The Reichstag Peace Resolution passed by the Reichstag of the German Empire on 19 July 1917 was an attempt to seek a negotiated peace treaty to end World War I. The resolution called for no annexations, no indemnities, freedom of the seas, and international arbitration. Although it was rejected by the conservative parties, the German High Command, and the Allied powers [1] and thus had no effect on the progress of the war, it brought the moderate parties that supported the resolution into a group that would shape much of the Weimar Republic's politics.

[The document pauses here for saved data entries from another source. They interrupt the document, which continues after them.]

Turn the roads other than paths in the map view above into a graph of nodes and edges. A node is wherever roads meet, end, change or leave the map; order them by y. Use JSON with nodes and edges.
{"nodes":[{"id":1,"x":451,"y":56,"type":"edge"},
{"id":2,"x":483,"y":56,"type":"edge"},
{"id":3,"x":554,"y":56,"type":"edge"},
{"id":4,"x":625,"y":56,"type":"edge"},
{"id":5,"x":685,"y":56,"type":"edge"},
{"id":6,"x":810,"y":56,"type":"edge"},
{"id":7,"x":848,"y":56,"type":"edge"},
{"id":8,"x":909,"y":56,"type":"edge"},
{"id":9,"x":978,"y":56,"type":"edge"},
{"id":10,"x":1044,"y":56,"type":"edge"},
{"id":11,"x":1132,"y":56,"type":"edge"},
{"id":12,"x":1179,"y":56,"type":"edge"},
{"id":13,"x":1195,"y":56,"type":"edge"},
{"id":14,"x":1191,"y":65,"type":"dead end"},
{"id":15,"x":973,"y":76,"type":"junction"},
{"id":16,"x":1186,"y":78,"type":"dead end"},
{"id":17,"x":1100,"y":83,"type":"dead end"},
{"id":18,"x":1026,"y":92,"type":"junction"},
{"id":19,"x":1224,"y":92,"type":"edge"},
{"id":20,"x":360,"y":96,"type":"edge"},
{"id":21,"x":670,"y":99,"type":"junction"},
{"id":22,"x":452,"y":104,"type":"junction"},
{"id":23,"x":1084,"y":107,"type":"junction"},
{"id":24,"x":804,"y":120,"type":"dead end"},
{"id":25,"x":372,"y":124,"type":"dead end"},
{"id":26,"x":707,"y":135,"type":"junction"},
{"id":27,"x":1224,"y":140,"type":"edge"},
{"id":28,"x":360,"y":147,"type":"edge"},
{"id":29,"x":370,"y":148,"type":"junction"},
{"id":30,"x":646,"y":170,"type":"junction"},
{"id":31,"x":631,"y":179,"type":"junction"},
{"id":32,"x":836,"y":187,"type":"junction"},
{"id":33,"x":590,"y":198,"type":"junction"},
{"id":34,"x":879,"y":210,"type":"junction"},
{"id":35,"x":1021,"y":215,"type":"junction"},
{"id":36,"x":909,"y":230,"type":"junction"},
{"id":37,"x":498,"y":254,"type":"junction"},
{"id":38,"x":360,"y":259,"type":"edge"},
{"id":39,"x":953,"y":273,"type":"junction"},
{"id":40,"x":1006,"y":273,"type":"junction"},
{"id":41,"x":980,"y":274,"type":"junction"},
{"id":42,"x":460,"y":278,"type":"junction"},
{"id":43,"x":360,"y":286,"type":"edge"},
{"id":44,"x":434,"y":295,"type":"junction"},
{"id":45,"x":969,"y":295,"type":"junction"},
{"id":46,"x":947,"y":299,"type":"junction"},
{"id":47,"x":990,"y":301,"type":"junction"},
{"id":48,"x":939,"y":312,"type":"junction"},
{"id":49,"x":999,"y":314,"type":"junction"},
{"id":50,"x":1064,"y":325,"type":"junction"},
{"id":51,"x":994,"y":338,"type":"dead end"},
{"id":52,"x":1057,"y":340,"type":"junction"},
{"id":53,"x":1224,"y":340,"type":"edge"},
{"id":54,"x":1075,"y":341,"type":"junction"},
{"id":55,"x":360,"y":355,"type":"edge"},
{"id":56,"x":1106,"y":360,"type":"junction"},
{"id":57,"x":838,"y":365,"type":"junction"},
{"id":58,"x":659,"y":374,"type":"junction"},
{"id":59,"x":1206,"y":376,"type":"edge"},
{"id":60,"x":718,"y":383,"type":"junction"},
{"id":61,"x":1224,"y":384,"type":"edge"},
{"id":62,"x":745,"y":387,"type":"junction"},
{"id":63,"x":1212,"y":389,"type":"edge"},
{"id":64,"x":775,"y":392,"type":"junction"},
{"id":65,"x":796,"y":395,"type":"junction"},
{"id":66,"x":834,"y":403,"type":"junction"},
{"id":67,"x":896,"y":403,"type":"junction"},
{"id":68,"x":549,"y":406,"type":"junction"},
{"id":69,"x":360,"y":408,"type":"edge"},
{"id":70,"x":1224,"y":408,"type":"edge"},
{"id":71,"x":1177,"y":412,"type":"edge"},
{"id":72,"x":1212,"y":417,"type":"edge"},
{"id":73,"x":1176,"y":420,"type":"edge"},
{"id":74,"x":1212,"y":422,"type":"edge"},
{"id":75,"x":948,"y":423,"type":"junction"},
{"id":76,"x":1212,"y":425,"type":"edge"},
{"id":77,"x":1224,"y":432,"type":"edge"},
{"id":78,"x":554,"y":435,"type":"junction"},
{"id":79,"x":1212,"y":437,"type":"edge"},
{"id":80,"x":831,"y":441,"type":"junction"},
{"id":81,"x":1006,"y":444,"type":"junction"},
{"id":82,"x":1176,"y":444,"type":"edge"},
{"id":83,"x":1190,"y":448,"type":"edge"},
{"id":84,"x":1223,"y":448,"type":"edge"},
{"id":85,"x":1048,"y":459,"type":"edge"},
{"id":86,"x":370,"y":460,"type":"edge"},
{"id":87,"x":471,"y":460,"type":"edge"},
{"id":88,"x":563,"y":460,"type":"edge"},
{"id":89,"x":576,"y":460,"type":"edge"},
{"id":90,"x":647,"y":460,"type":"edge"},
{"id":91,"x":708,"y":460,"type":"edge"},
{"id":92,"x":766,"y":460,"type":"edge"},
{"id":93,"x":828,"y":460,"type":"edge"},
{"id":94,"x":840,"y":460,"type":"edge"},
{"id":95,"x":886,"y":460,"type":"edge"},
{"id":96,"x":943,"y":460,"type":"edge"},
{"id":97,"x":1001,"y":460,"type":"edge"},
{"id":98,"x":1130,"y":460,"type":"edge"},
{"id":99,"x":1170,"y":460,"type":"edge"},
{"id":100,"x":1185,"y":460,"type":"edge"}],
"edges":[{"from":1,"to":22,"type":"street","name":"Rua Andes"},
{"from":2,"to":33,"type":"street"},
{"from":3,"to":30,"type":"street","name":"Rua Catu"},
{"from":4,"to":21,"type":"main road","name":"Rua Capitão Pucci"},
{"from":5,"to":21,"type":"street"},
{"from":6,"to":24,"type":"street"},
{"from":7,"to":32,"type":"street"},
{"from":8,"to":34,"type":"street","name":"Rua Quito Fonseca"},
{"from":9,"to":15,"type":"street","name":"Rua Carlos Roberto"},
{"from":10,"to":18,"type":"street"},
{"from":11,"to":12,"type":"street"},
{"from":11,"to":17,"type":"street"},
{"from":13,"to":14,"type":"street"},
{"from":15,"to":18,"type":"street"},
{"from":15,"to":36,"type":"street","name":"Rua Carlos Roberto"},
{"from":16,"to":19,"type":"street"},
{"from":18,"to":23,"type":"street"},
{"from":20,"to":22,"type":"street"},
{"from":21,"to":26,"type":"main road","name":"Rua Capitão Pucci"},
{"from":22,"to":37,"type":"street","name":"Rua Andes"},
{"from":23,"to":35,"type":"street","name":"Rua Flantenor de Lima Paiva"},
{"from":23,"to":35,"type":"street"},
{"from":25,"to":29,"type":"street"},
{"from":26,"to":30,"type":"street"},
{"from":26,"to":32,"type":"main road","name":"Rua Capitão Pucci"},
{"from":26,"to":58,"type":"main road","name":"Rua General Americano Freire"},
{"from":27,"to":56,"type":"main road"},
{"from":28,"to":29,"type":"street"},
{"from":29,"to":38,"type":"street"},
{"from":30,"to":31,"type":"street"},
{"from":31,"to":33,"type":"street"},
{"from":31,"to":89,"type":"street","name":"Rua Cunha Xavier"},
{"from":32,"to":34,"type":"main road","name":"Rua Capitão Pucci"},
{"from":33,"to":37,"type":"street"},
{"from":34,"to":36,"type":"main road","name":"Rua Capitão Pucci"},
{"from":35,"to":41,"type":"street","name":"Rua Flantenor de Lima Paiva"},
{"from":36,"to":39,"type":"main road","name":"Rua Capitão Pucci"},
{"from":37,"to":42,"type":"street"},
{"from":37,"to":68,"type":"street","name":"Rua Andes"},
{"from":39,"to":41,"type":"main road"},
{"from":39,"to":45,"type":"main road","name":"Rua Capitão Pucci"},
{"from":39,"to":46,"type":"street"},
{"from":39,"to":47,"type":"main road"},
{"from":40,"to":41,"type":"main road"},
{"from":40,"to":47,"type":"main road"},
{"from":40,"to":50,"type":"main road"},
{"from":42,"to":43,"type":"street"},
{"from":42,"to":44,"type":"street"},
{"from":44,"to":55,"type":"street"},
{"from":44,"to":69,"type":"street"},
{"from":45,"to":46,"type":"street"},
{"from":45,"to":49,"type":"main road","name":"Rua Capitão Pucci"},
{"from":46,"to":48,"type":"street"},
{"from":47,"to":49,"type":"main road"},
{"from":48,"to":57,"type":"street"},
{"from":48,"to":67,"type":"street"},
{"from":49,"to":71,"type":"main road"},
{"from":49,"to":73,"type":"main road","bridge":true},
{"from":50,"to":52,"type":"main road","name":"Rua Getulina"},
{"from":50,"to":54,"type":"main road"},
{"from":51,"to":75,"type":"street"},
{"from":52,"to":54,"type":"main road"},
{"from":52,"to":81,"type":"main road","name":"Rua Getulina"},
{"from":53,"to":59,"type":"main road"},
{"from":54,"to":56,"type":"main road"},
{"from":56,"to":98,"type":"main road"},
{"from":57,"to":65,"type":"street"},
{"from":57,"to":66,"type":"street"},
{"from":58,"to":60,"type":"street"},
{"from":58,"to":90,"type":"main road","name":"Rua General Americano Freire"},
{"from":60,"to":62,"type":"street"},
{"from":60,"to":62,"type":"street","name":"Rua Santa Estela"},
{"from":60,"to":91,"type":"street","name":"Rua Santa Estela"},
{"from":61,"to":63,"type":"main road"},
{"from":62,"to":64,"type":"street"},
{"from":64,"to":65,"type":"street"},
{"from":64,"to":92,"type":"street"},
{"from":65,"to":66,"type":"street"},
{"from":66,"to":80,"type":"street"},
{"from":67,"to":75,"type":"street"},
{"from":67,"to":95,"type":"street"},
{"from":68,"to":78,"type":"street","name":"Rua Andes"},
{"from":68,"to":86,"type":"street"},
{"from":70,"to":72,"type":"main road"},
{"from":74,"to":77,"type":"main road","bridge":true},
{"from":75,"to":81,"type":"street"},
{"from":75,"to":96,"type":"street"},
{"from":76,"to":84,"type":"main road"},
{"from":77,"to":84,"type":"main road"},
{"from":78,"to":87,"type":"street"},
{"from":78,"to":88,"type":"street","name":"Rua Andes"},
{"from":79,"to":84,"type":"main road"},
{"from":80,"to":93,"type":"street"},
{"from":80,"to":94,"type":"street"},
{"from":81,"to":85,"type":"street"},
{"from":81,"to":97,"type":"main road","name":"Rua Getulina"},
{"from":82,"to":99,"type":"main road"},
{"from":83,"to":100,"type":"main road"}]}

When Germany resumed unrestricted submarine warfare on 1 February 1917, the military predicted that Britain would be forced to make peace within six months, [2] but by the summer it was clear that the goal would not be achieved. Unrestricted submarine warfare was also one of the principal reasons for the United States entry into World War I on the side of the Allies in April, further complicating the German war effort. [3] On 6 July 1917, in the main committee of the Reichstag, Centre Party deputy Matthias Erzberger recommended that Germany continue the war but end unrestricted submarine warfare and seek a negotiated peace (Verständigungsfrieden). [4] It was a position that was in stark contrast to the far-reaching annexation plans of the Pan-German League and most of the deputies in the Reichstag's conservative parties. [5] The Social Democratic Party (SPD) and the Progressive People's Party (FVP), on the other hand, had already advocated for a peace initiative. By proposing the peace resolution, Erzberger hoped to secure the Social Democrats' approval for the continuation of war credits. [6]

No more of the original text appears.